RECORDS SUPPLIED START

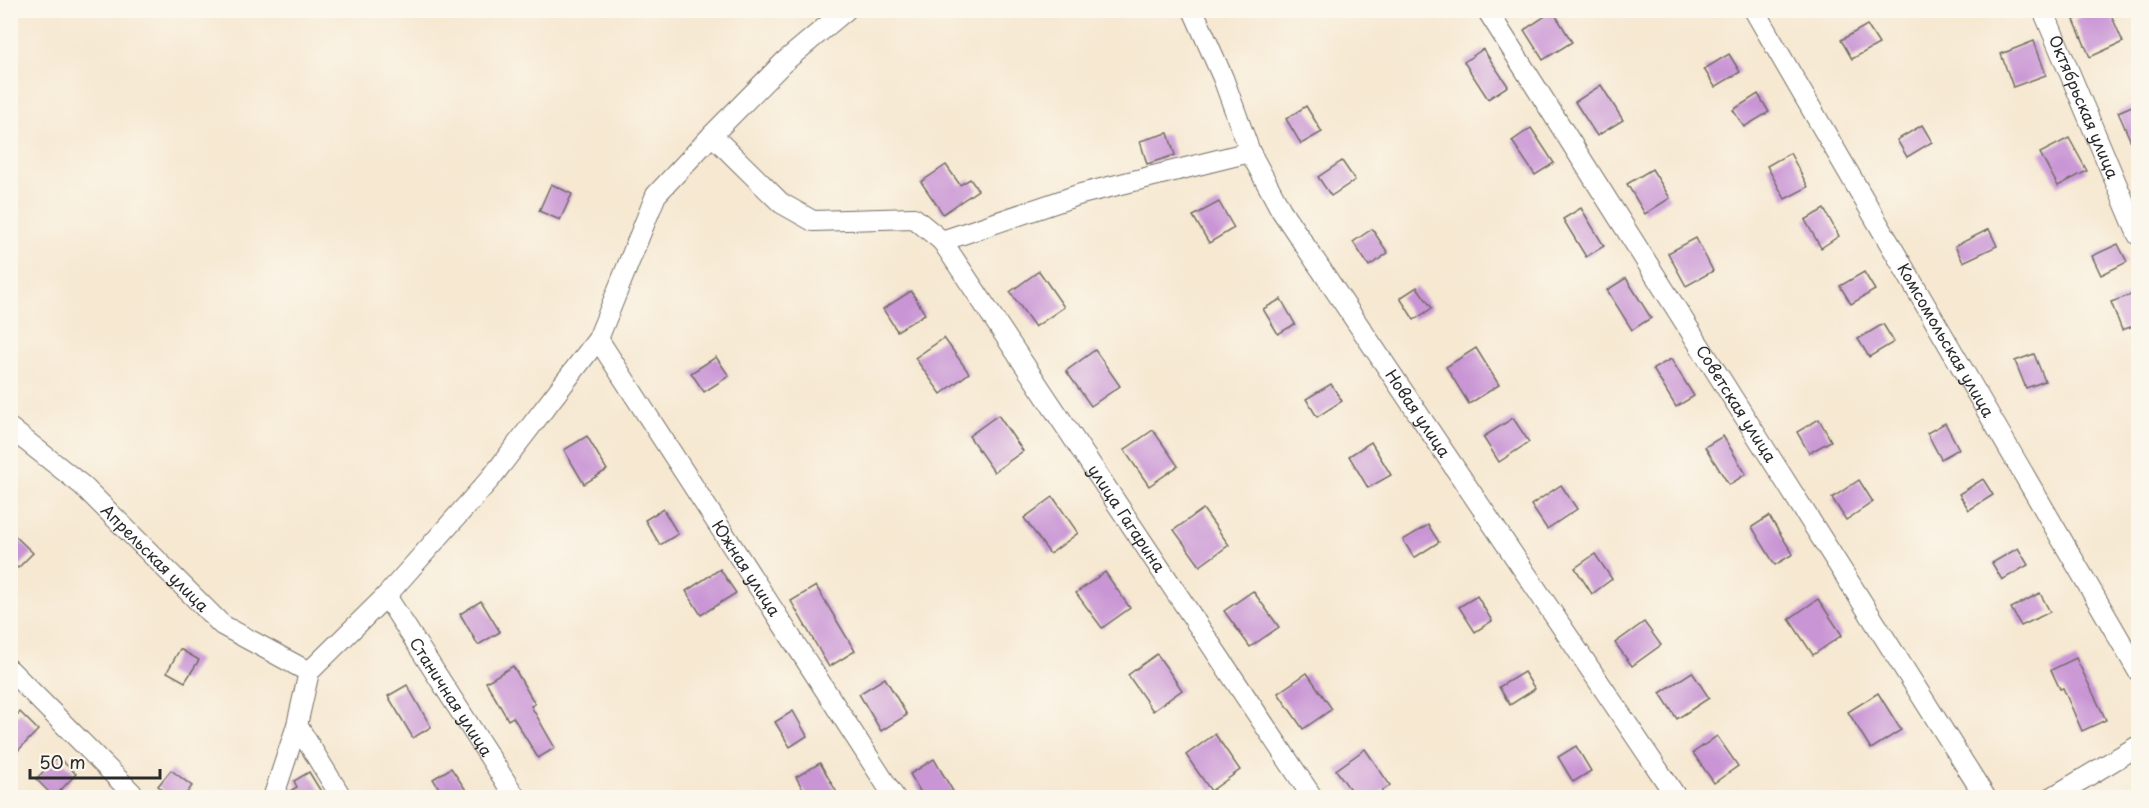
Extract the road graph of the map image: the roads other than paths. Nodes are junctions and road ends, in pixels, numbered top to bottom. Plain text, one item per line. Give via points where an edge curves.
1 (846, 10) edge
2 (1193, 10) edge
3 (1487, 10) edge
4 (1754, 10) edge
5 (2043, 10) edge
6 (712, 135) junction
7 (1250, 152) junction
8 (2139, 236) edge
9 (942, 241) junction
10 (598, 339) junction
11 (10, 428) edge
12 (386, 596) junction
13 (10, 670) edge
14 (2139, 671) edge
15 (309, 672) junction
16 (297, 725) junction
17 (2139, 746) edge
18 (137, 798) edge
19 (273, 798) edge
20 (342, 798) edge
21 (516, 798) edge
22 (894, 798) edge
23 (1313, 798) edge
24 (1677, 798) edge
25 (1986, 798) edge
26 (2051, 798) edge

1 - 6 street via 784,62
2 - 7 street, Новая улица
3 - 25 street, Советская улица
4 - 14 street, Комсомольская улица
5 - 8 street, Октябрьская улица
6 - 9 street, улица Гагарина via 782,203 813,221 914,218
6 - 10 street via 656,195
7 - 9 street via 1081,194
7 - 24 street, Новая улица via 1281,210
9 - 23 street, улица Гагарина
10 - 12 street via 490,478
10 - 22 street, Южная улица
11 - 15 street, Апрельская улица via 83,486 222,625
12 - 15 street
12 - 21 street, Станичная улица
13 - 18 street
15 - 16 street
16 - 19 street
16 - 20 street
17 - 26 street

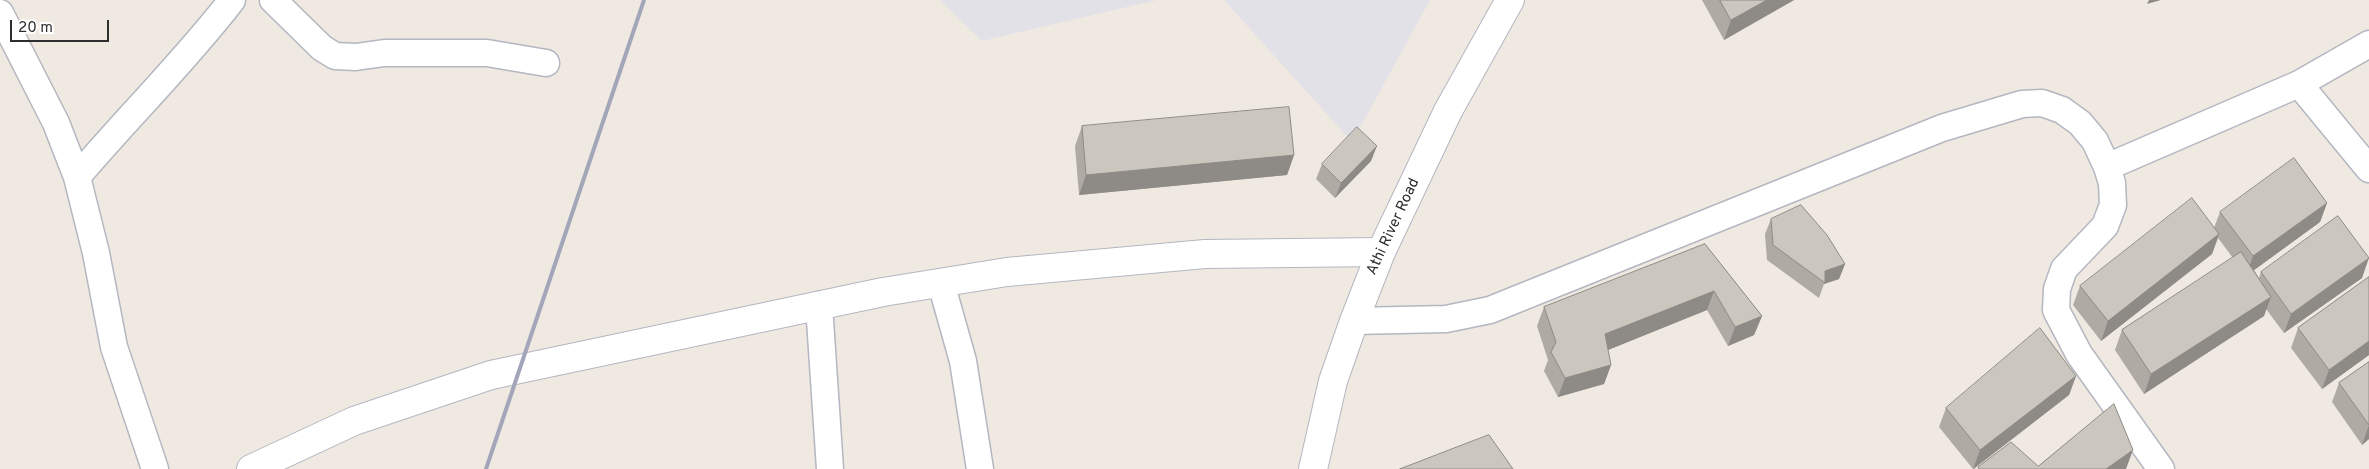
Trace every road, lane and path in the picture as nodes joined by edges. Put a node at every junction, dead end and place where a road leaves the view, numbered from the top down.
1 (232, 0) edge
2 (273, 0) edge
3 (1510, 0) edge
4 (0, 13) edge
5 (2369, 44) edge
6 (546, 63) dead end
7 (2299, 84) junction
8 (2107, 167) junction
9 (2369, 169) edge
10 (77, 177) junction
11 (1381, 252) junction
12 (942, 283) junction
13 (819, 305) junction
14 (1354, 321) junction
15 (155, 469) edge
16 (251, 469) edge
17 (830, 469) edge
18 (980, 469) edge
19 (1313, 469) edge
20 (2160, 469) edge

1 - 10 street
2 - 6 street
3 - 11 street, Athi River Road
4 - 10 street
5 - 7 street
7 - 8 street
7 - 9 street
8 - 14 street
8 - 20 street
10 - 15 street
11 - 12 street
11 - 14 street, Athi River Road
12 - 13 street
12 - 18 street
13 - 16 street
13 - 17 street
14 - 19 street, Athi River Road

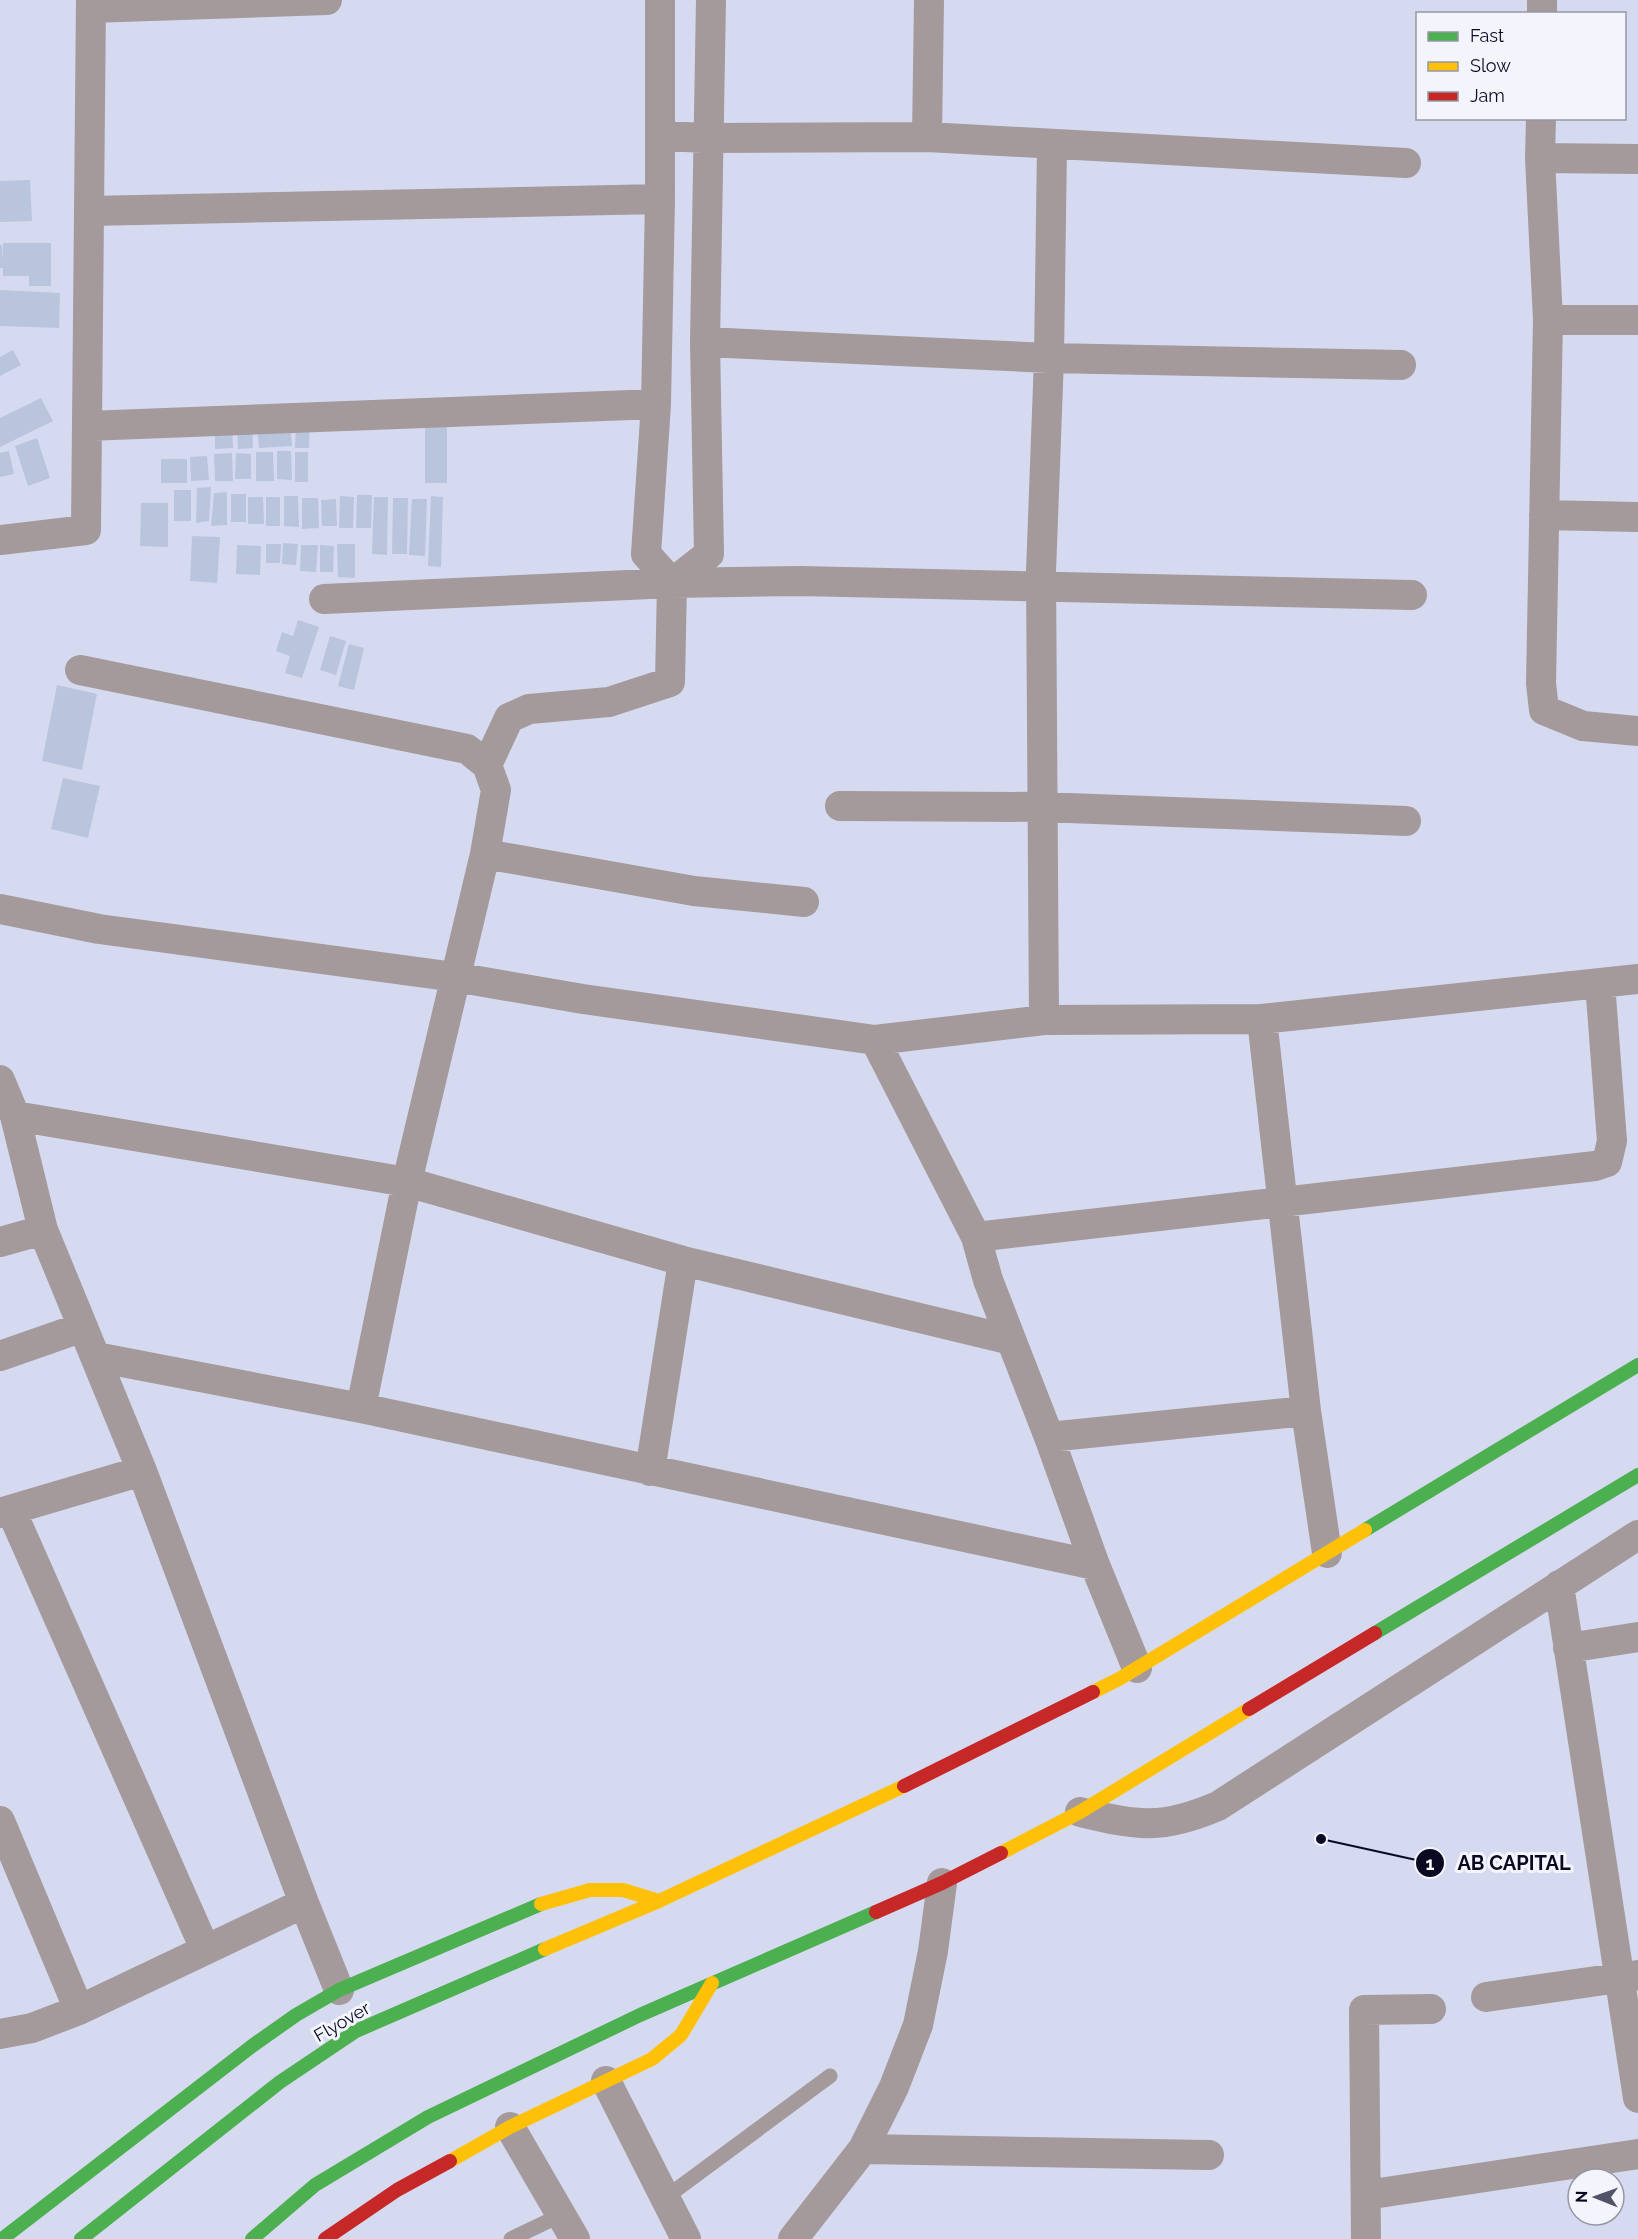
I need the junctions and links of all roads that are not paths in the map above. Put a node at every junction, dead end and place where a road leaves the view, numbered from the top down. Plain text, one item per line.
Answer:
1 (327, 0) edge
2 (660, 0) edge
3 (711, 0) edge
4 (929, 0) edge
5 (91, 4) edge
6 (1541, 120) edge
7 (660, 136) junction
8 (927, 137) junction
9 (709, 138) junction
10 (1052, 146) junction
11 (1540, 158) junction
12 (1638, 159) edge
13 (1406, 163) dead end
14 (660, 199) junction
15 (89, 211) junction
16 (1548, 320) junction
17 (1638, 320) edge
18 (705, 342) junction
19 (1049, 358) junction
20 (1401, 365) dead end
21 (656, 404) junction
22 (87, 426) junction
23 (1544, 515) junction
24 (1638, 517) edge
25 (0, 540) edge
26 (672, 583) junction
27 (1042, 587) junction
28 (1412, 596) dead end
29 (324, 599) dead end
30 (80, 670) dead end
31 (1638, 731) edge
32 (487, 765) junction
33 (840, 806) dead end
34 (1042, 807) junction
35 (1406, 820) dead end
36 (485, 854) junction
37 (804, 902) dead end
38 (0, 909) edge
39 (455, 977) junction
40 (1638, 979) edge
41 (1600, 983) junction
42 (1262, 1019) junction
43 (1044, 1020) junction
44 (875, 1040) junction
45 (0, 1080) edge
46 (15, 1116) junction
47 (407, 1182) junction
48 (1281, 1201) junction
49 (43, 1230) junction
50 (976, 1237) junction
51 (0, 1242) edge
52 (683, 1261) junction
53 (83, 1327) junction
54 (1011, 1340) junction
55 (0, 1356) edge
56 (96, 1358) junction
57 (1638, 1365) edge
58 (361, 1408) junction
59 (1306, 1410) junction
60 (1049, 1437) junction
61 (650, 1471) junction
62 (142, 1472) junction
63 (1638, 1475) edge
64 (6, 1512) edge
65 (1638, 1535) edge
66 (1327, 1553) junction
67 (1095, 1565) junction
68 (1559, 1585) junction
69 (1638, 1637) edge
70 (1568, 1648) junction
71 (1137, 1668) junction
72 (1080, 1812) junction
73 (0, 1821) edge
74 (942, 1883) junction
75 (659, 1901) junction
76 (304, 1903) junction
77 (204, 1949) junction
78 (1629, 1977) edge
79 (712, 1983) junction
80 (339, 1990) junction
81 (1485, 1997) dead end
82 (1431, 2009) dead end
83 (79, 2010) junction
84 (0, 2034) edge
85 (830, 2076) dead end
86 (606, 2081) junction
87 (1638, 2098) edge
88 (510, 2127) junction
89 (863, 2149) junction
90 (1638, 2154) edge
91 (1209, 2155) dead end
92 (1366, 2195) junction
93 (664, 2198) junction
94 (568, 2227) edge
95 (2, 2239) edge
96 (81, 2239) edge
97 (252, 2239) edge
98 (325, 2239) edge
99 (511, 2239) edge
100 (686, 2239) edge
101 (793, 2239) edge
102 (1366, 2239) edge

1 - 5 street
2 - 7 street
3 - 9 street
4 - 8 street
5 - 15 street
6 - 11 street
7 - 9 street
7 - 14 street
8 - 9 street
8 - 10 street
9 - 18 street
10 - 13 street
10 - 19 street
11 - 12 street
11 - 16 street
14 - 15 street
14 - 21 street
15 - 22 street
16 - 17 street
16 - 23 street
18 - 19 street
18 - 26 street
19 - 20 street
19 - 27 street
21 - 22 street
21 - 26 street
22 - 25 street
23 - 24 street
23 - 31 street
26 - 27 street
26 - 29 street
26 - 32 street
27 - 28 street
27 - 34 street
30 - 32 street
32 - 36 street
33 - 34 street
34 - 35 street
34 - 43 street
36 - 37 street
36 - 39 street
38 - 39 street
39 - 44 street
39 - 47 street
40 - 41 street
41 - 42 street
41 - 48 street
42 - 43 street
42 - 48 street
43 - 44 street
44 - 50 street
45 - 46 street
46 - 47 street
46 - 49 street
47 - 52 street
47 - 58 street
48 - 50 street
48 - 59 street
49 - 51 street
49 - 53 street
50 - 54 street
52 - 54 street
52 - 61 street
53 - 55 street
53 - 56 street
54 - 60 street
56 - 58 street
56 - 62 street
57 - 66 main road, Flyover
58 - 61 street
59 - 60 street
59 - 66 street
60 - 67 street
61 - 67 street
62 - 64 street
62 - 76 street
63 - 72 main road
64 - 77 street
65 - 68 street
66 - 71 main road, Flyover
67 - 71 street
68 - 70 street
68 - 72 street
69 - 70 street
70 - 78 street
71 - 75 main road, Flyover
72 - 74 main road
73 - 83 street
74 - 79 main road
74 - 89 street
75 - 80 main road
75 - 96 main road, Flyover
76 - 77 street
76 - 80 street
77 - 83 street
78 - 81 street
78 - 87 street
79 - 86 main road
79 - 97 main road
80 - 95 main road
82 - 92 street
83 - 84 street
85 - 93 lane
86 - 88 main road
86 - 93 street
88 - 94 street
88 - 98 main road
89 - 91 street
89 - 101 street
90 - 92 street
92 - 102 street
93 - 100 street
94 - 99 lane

RECORDS SUPPLIED END

**WORK TASK**
Using the entries above, repeat exactly the lines from the one with "Trace every road, lane" to the one with "I need the junctions", both included, and leave the pictures behind.

**ANSWER FOR THE TASK**
Trace every road, lane and path in the picture as nodes joined by edges. Put a node at every junction, dead end and place where a road leaves the view, numbered from the top down.
1 (232, 0) edge
2 (273, 0) edge
3 (1510, 0) edge
4 (0, 13) edge
5 (2369, 44) edge
6 (546, 63) dead end
7 (2299, 84) junction
8 (2107, 167) junction
9 (2369, 169) edge
10 (77, 177) junction
11 (1381, 252) junction
12 (942, 283) junction
13 (819, 305) junction
14 (1354, 321) junction
15 (155, 469) edge
16 (251, 469) edge
17 (830, 469) edge
18 (980, 469) edge
19 (1313, 469) edge
20 (2160, 469) edge

1 - 10 street
2 - 6 street
3 - 11 street, Athi River Road
4 - 10 street
5 - 7 street
7 - 8 street
7 - 9 street
8 - 14 street
8 - 20 street
10 - 15 street
11 - 12 street
11 - 14 street, Athi River Road
12 - 13 street
12 - 18 street
13 - 16 street
13 - 17 street
14 - 19 street, Athi River Road

I need the junctions and links of all roads that are not paths in the map above. Put a node at every junction, dead end and place where a road leaves the view, numbered from the top down. Plain text, one item per line.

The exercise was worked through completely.